The next morning the parson was standing before his scant congregation of

Episcopalians.

It was the first body of these worshippers gathered together in the

wilderness mainly from the seaboard aristocracy of the Church of England. A

small frame building on the northern slope of the wide valley served them

for a meeting-house. No mystical half-lights there but the mystical

half-lights of Faith; no windows but the many-hued windows of Hope; no

arches but the vault of Love. What more did those men and women need in that

land, over-shadowed always by the horror of quick or

waiting death?

In addition to his meagre flock many an unclaimed goat of the world fell

into that meek valley-path of Sunday mornings and came to hear, if not to

heed, the voice of this quiet shepherd; so that now, as be stood delivering

his final exhortation, his eyes ranged over wild, lawless, desperate

countenances, rimming him darkly around. They glowered in at him through the

door, where some sat upon the steps; others leaned in at the windows on each

side of the room.

Over the closely packed rough heads of these he could see

others lounging further away on the grass beside their rifles, listening,

laughing and talking. Beyond these stretched near fields green with maize,

and cabins embosomed in orchards and gardens. Once a far-off band of

children rushed across his field of vision, playing at Indian warfare and

leaving in the bright air a cloud of dust from an old Indian war trail.
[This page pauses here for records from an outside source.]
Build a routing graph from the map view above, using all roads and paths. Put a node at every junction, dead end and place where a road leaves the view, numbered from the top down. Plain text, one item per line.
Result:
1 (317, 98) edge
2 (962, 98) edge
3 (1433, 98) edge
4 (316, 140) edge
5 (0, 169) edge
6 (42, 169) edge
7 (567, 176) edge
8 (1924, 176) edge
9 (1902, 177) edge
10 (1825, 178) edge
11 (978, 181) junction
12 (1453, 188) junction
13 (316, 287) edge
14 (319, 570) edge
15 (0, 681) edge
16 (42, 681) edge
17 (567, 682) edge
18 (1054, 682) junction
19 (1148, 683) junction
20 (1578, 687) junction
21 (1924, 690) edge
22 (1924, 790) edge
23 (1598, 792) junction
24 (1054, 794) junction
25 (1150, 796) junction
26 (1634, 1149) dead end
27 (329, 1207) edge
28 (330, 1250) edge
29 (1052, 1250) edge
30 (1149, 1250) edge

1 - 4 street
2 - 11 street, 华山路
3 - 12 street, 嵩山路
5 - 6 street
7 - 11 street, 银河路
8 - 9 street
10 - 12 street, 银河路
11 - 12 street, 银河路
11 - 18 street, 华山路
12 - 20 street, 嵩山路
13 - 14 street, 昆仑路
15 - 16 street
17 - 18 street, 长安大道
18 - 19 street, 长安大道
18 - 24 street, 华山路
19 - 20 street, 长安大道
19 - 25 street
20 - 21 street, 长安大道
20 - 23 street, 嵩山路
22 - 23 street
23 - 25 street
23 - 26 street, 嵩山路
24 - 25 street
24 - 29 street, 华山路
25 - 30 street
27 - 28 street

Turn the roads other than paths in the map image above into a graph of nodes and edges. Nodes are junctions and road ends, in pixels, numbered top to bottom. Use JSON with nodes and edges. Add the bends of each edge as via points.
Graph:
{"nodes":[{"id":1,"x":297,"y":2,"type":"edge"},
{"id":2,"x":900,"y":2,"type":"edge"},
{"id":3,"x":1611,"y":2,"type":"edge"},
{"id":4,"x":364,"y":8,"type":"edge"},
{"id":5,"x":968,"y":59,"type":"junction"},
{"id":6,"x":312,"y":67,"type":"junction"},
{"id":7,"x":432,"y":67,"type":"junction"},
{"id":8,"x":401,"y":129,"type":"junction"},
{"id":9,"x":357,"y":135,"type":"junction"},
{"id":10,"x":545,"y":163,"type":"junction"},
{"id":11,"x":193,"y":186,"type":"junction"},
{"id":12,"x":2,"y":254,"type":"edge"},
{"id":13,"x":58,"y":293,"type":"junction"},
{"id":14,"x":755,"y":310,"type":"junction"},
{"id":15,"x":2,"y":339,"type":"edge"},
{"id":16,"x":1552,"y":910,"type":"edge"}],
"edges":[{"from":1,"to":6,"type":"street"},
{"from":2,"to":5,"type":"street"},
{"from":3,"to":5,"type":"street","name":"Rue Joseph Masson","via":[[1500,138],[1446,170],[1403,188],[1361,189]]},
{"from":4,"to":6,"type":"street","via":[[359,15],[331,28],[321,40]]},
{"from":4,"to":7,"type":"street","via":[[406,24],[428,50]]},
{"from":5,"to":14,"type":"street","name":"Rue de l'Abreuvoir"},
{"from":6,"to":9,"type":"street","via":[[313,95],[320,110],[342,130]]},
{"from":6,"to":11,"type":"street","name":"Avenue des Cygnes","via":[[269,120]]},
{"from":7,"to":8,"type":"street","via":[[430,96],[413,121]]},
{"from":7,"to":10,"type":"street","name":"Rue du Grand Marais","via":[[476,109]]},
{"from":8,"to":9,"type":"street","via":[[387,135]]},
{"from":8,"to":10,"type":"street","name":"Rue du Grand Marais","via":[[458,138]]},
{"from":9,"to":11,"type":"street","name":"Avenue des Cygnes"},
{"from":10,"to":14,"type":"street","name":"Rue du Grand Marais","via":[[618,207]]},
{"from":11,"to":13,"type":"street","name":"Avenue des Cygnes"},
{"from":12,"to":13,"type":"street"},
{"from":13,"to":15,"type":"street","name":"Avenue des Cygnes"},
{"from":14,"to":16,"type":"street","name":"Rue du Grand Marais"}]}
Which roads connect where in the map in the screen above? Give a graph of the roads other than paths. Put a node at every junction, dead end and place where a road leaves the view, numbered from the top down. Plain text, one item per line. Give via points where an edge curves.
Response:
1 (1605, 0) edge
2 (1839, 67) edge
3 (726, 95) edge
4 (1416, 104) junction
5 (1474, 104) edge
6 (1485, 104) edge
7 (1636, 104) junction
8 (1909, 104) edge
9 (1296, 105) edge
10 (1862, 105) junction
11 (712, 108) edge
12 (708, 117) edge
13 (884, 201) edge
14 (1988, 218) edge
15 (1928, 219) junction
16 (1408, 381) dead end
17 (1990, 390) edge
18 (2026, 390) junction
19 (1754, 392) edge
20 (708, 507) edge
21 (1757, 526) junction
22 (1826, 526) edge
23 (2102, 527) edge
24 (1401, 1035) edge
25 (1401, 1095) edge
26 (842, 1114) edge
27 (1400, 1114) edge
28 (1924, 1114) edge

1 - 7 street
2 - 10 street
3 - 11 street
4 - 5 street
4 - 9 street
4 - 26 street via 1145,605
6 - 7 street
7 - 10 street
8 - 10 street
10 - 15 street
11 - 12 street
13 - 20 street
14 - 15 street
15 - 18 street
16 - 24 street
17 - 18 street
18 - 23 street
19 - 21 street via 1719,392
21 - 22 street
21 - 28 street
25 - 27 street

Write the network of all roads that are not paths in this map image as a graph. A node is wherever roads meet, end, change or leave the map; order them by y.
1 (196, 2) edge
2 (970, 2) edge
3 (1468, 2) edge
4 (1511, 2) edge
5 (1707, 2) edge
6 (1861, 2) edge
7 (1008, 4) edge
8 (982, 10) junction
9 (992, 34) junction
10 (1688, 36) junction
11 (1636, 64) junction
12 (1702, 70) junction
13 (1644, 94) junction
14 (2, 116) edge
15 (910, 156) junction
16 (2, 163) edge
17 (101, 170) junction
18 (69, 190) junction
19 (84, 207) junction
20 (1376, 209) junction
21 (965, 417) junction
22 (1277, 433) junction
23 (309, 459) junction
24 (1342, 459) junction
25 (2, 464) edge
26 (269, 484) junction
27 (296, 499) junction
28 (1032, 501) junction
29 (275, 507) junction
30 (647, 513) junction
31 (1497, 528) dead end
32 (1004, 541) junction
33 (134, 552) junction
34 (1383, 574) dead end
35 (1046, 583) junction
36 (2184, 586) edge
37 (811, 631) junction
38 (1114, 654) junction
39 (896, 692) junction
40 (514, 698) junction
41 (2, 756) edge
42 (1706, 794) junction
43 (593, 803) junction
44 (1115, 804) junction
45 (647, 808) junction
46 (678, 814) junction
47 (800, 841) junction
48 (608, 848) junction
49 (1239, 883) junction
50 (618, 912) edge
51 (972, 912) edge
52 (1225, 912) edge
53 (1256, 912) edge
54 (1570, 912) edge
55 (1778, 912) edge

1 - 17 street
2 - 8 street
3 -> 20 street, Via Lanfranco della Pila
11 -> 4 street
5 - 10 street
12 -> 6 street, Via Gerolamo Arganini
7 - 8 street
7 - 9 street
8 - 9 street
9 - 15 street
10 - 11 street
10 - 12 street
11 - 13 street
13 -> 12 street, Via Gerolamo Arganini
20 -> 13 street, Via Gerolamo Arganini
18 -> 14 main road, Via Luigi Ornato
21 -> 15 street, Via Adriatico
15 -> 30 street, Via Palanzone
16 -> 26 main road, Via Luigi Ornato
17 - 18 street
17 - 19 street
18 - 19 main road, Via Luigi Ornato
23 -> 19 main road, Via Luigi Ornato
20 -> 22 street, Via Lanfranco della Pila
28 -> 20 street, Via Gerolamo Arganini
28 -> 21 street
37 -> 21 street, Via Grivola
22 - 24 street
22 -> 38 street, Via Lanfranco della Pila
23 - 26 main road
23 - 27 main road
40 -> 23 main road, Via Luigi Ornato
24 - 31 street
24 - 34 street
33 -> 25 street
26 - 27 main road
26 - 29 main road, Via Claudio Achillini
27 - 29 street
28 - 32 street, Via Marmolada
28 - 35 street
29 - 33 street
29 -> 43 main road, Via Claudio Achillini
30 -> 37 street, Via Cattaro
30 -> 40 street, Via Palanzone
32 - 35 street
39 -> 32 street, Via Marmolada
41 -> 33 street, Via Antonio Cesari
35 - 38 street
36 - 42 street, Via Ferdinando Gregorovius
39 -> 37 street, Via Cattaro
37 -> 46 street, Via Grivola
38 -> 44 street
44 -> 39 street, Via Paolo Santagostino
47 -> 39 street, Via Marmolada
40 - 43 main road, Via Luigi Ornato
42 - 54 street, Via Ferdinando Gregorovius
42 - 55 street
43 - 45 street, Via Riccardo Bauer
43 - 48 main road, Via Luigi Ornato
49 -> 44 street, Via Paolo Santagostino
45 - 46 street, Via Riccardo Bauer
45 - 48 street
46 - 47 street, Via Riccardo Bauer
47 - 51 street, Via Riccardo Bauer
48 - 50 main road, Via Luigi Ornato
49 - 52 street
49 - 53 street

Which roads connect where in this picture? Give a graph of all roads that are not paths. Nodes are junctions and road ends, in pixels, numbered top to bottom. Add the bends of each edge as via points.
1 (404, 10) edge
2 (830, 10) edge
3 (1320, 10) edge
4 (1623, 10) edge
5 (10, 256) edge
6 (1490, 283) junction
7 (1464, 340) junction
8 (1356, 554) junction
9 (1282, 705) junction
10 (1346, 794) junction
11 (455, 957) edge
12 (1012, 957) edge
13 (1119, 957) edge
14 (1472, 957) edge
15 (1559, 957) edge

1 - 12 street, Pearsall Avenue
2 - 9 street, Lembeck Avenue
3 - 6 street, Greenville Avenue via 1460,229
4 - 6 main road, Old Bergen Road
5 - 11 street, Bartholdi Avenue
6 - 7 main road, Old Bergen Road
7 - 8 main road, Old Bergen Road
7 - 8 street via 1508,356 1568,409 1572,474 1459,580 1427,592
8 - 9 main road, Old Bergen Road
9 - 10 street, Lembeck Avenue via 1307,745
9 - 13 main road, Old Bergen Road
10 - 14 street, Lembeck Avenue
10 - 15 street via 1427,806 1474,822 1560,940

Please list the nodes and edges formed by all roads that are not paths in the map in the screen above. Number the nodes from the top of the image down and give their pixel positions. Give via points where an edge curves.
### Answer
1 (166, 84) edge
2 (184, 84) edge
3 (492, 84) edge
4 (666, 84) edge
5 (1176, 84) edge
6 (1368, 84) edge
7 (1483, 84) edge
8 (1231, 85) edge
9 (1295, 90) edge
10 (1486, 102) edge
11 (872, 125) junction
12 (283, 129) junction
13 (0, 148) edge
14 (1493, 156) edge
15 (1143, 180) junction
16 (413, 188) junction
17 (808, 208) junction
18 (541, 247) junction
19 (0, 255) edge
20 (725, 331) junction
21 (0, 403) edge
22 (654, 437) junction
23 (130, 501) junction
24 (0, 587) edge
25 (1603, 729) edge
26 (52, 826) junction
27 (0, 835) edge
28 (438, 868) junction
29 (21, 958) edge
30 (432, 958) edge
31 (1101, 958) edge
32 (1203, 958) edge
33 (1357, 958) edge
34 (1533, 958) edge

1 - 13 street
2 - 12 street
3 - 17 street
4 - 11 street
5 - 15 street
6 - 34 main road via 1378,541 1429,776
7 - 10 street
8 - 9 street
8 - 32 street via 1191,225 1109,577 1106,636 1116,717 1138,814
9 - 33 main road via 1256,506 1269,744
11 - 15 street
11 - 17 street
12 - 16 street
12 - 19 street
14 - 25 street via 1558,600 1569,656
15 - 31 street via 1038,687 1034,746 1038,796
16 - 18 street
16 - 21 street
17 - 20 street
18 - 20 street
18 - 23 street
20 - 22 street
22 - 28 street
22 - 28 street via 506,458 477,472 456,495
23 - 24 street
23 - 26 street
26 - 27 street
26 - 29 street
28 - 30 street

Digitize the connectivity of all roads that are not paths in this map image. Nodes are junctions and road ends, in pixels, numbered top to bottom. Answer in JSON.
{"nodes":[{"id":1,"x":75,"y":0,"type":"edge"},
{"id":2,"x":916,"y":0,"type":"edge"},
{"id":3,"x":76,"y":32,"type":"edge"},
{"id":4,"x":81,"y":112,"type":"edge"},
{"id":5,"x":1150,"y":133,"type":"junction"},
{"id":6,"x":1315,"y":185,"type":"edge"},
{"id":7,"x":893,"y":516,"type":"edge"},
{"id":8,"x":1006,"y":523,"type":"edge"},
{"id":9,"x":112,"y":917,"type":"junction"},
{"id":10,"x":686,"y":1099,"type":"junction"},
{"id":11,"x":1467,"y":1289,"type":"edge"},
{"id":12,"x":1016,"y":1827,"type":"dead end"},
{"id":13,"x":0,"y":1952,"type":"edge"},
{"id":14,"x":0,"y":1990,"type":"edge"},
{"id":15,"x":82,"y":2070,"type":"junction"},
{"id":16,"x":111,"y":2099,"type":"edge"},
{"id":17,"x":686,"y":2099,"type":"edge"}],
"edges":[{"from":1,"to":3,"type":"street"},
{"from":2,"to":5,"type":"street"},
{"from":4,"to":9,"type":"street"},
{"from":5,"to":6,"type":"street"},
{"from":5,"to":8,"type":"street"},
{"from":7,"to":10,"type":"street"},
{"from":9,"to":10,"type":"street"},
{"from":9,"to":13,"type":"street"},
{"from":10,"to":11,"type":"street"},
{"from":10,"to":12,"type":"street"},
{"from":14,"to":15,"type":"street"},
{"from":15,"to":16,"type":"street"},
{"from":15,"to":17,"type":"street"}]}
As he observed it all--this singularly mixed concourse of God-fearing men

and women and of men and women who feared neither God nor man nor devil--as

he beheld the young fields and the young children and the sweet transition

of the whole land from bloodshed to innocence, the recollection of his

mission in it and of the message of his Master brough out upon his cold,

bleak, beautiful face the light of the Divine: so from a dark valley one may

sometime have seen a snow-clad peak of the Alps lit up with the rays of the

hidden sun.

He had chosen for his text the words "My peace I give unto you," and long

before the closing sentences were reached, his voice was floating out with

silvery, flute-like clearness on the still air of the summer morning,

holding every soul, however unreclaimed, to intense and reverential silence: "It is now twenty years since you scaled the mountains and hewed your path

into this wilderness, never again to leave it. Since then you have known but

war. As I look into your faces, I see the scar of many a wound; but more

than the wounds I see are the wounds I do not see: of the body as well as of

the spirit--the lacerations of sorrow, the strokes of bereavement. So that

perhaps not one of you here but bears some brave visible or invisible sin of

this awful past and of his share in the common strife. Twenty years are a

long time to fight enemies of any kind, a long time to bold out against such

as you have faced; and had you not been a mighty people sprung from the

loins of a mighty race, no one of you would be here this day to worship the

God of your fathers in the faith of your fathers. The victory upon which you

are entering at last is never the reward of the feeble, the cowardly, the

faint-hearted. Out of your strength alone you have won your peace.